County’s heavy hitter explains decision not to run again

Express Staff Writer

Leonard Harlig

No doubt, being a county commissioner is a tough job. Low pay, long hours, no privacy, pesky reporters and more work like grist in a mill to wear out a person.

So why get into it? And what makes a powerful incumbent want to get out?

Soon-to-retire two-term Blaine County Commissioner Leonard Harlig offered some answers to those questions during a late-night telephone call from his home Thursday.

Reporter: Is it true that you’re leaving office early and that Sally Donart (local Democratic party organizer) will take over your seat until your term expires?

Harlig: Where did that come from?…I certainly didn’t indicate to anyone that I intend to leave my post before the term is completed. There’s always the possibility that family issues, or my own health might change that. At the moment, as far as I know, I will finish the job I set out to do.

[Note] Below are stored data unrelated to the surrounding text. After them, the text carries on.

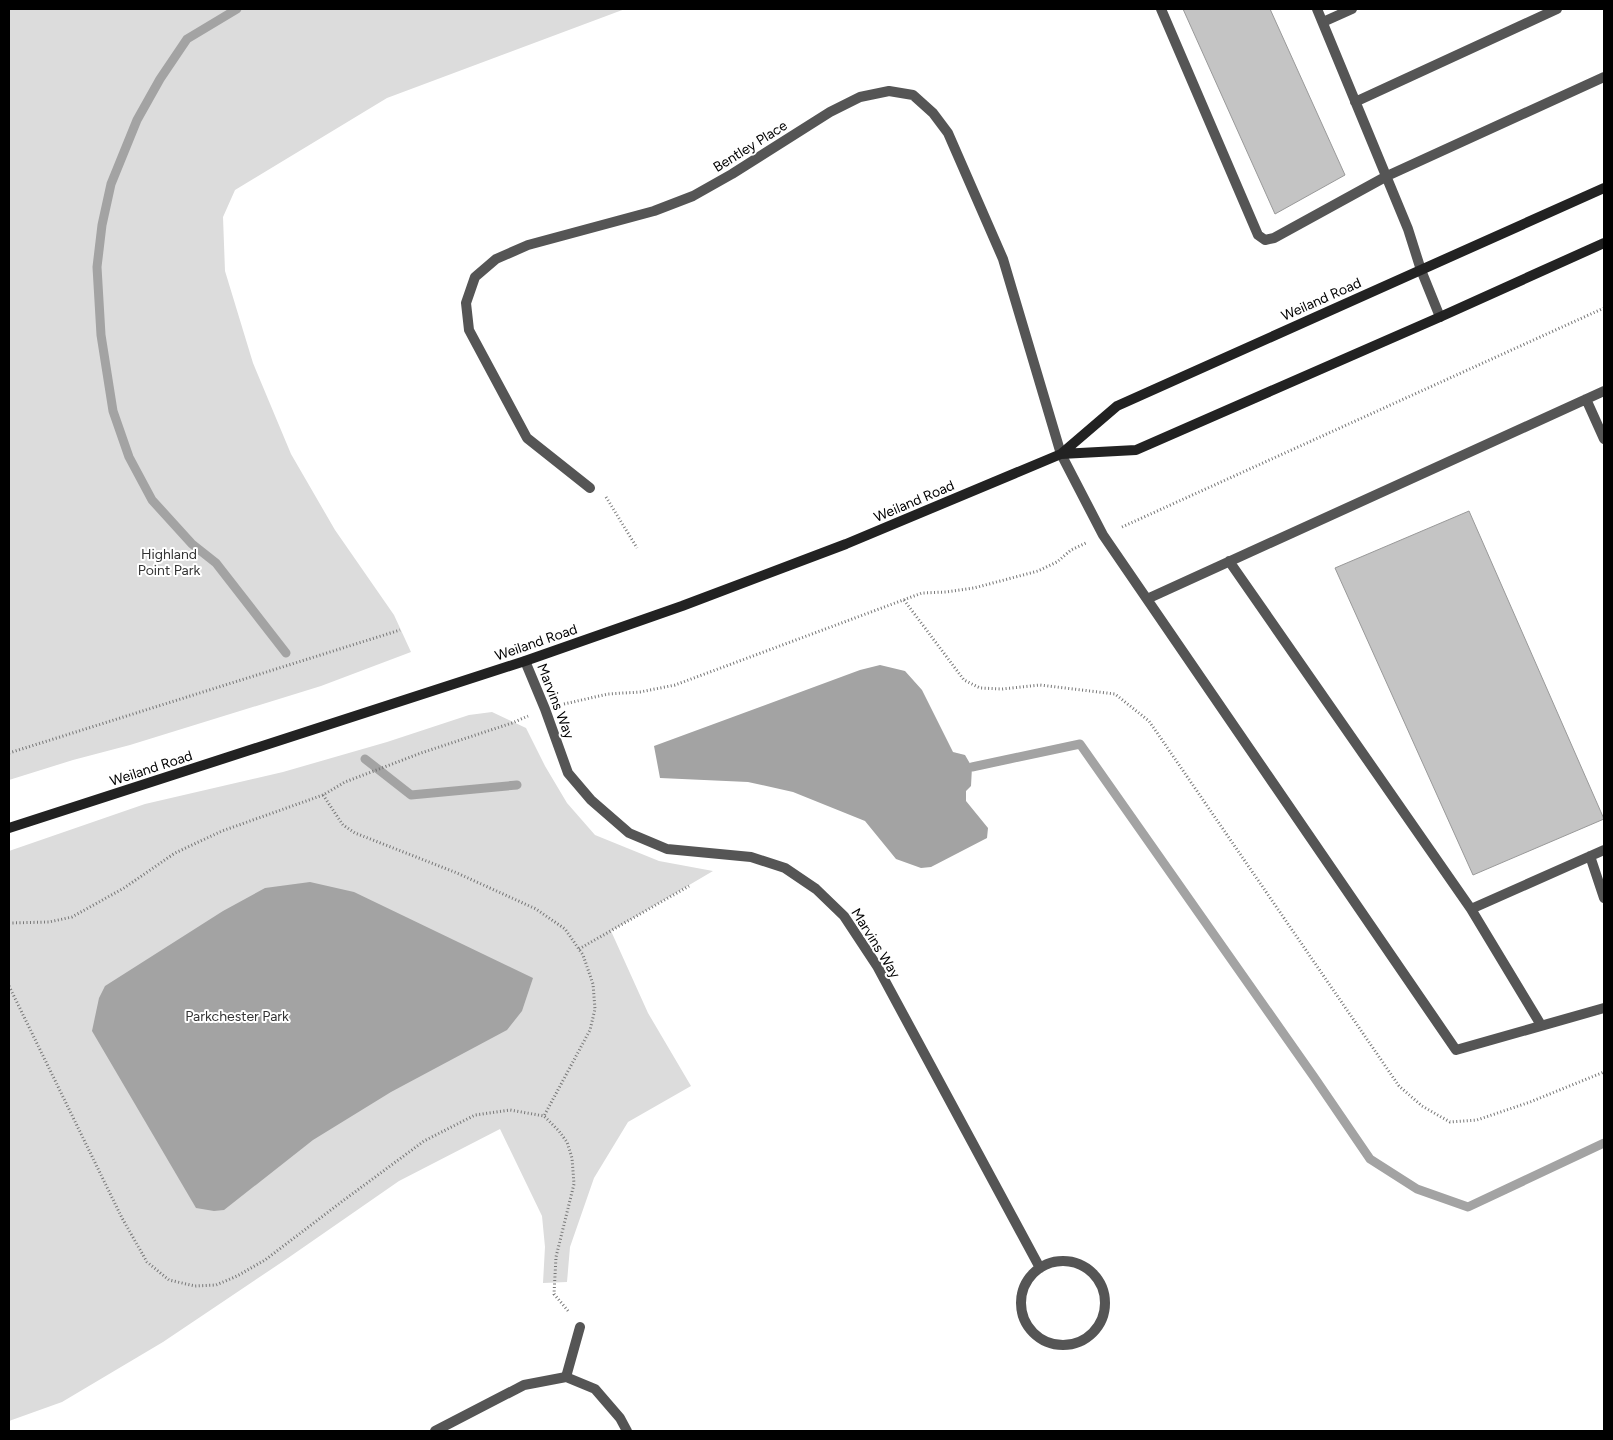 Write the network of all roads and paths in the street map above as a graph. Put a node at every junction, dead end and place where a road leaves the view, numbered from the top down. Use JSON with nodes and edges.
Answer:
{"nodes":[{"id":1,"x":1161,"y":9,"type":"edge"},
{"id":2,"x":1317,"y":9,"type":"edge"},
{"id":3,"x":1352,"y":9,"type":"edge"},
{"id":4,"x":1557,"y":9,"type":"edge"},
{"id":5,"x":1322,"y":22,"type":"junction"},
{"id":6,"x":1604,"y":77,"type":"edge"},
{"id":7,"x":1355,"y":102,"type":"junction"},
{"id":8,"x":1386,"y":176,"type":"junction"},
{"id":9,"x":1604,"y":188,"type":"edge"},
{"id":10,"x":1604,"y":243,"type":"edge"},
{"id":11,"x":1421,"y":270,"type":"junction"},
{"id":12,"x":1604,"y":308,"type":"edge"},
{"id":13,"x":1440,"y":317,"type":"junction"},
{"id":14,"x":1604,"y":391,"type":"edge"},
{"id":15,"x":1586,"y":399,"type":"junction"},
{"id":16,"x":1604,"y":439,"type":"edge"},
{"id":17,"x":1062,"y":454,"type":"junction"},
{"id":18,"x":590,"y":488,"type":"joint"},
{"id":19,"x":1103,"y":535,"type":"junction"},
{"id":20,"x":637,"y":548,"type":"dead end"},
{"id":21,"x":1229,"y":561,"type":"junction"},
{"id":22,"x":1146,"y":599,"type":"junction"},
{"id":23,"x":904,"y":600,"type":"junction"},
{"id":24,"x":400,"y":630,"type":"dead end"},
{"id":25,"x":525,"y":661,"type":"junction"},
{"id":26,"x":545,"y":709,"type":"junction"},
{"id":27,"x":9,"y":753,"type":"edge"},
{"id":28,"x":323,"y":796,"type":"junction"},
{"id":29,"x":9,"y":828,"type":"edge"},
{"id":30,"x":1604,"y":850,"type":"edge"},
{"id":31,"x":1590,"y":856,"type":"junction"},
{"id":32,"x":689,"y":886,"type":"dead end"},
{"id":33,"x":1604,"y":898,"type":"edge"},
{"id":34,"x":1471,"y":909,"type":"junction"},
{"id":35,"x":9,"y":923,"type":"edge"},
{"id":36,"x":579,"y":949,"type":"junction"},
{"id":37,"x":9,"y":986,"type":"edge"},
{"id":38,"x":1604,"y":1008,"type":"edge"},
{"id":39,"x":1541,"y":1025,"type":"junction"},
{"id":40,"x":1604,"y":1072,"type":"edge"},
{"id":41,"x":544,"y":1116,"type":"junction"},
{"id":42,"x":1040,"y":1268,"type":"junction"},
{"id":43,"x":580,"y":1327,"type":"joint"},
{"id":44,"x":566,"y":1378,"type":"junction"},
{"id":45,"x":435,"y":1431,"type":"edge"},
{"id":46,"x":627,"y":1431,"type":"edge"}],
"edges":[{"from":1,"to":8,"type":"street"},
{"from":2,"to":5,"type":"street"},
{"from":3,"to":5,"type":"street"},
{"from":4,"to":7,"type":"street"},
{"from":5,"to":7,"type":"street"},
{"from":6,"to":8,"type":"street"},
{"from":7,"to":8,"type":"street"},
{"from":8,"to":11,"type":"street"},
{"from":9,"to":11,"type":"main road","name":"Weiland Road"},
{"from":10,"to":13,"type":"main road","name":"Weiland Road"},
{"from":11,"to":13,"type":"street"},
{"from":11,"to":17,"type":"main road","name":"Weiland Road"},
{"from":12,"to":19,"type":"path"},
{"from":13,"to":17,"type":"main road","name":"Weiland Road"},
{"from":14,"to":15,"type":"street"},
{"from":15,"to":16,"type":"street"},
{"from":15,"to":21,"type":"street"},
{"from":17,"to":18,"type":"street","name":"Bentley Place"},
{"from":17,"to":19,"type":"street","name":"Bentley Place"},
{"from":17,"to":25,"type":"main road","name":"Weiland Road"},
{"from":18,"to":20,"type":"path"},
{"from":19,"to":22,"type":"street","name":"Bentley Place"},
{"from":19,"to":23,"type":"path"},
{"from":21,"to":22,"type":"street"},
{"from":21,"to":34,"type":"street"},
{"from":22,"to":39,"type":"street","name":"Bentley Place"},
{"from":23,"to":26,"type":"path"},
{"from":23,"to":40,"type":"path"},
{"from":24,"to":27,"type":"path"},
{"from":25,"to":26,"type":"street","name":"Marvins Way"},
{"from":25,"to":29,"type":"main road","name":"Weiland Road"},
{"from":26,"to":28,"type":"path"},
{"from":26,"to":42,"type":"street","name":"Marvins Way"},
{"from":28,"to":35,"type":"path"},
{"from":28,"to":36,"type":"path"},
{"from":30,"to":31,"type":"street"},
{"from":31,"to":33,"type":"street"},
{"from":31,"to":34,"type":"street"},
{"from":32,"to":36,"type":"path"},
{"from":34,"to":39,"type":"street"},
{"from":36,"to":41,"type":"path"},
{"from":37,"to":41,"type":"path"},
{"from":38,"to":39,"type":"street"},
{"from":41,"to":43,"type":"path"},
{"from":42,"to":42,"type":"street"},
{"from":43,"to":44,"type":"street"},
{"from":44,"to":45,"type":"street"},
{"from":44,"to":46,"type":"street"}]}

Reporter: Why have you decided not to run again?

Harlig: I had actually decided not to run again the last time, but I had been instrumental in getting the St. Luke’s folks here and in helping to raise the money for the campaign. When I announced that I wasn’t going to run again, a fairly large number of people came forward and said, "You need to see that St. Luke’s deal through to its completion… ." So I ran for the two-year term, but I had already made up my mind that I had done enough. You can only do this kind of work so long… and then you have to think about your health, your sanity, and your longevity.

Reporter: What did you do before you a were county commissioner?

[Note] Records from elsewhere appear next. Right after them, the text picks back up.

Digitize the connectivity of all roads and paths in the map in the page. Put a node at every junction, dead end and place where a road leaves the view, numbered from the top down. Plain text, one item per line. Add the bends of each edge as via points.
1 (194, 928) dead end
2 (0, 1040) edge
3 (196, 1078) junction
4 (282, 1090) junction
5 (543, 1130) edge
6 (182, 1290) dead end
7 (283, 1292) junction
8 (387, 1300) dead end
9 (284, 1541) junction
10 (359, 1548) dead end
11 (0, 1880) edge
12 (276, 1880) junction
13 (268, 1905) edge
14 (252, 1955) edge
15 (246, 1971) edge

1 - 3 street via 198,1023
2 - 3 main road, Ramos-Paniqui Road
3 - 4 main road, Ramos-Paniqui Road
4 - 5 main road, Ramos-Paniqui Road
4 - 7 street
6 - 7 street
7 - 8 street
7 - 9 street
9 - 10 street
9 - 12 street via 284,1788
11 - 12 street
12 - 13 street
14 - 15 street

Harlig: I had a restaurant, hotel and banquet facility in the San Fernando Valley—the Sportsman’s Lodge. It was a very successful and very satisfying business for me to be in, but I had decided it was time to do something else, and when my wife and I came to this place in 1973, that was all it took for me to decide to go back and sell my business and move up here.

Reporter: Were you involved in politics in Los Angeles?

Harlig: No. I was in business and nothing more. I wasn’t involved in politics, either, when I came up here for the first 10 years. I was just retired and loving it. I got a call one night from a couple of friends of mine in the south county, Nick Purdy and Robert Gardner, and they said, "We’ve got an opening on the planning and zoning commission for somebody in the north end of the valley; will you accept the appointment?" I said, "Absolutely not." And they said, "Three hours a month—surely you can figure out a way to give that much of your time back." I couldn’t figure out a way to say no to that. Next thing I knew, I was working 40 hours a week as a planning and zoning commissioner, and I decided that if I really wanted to make an imprint and help my community, I needed to be an elected officer, so I ran for county commissioner.

Reporter: You must get some satisfaction out of it to do it as long as you have (for nearly six years).

Harlig: There’s a lot of satisfaction. Otherwise, why would anybody do this kind of work, for that kind of money?

Reporter: What do you find satisfying about it?

Harlig: I think helping to reflect the values of the community and get them into the comprehensive plan and into the ordinances—perhaps set the tone for the future of this valley—is as good a contribution as anybody can make to a place that they love and want to see stay as wonderful as it is.

Reporter: So what part of the job makes you insane?

Harlig: The time is a huge factor, and there’s no privacy, and as you’ve noticed, people call at all hours of the day and night—on the weekends and holidays—and they stop you on the street. That’s part of the public service, and I accept that, but I’ll be happy to go back to a life where I can do what I want, when I want, rather than always being at people’s beck and call.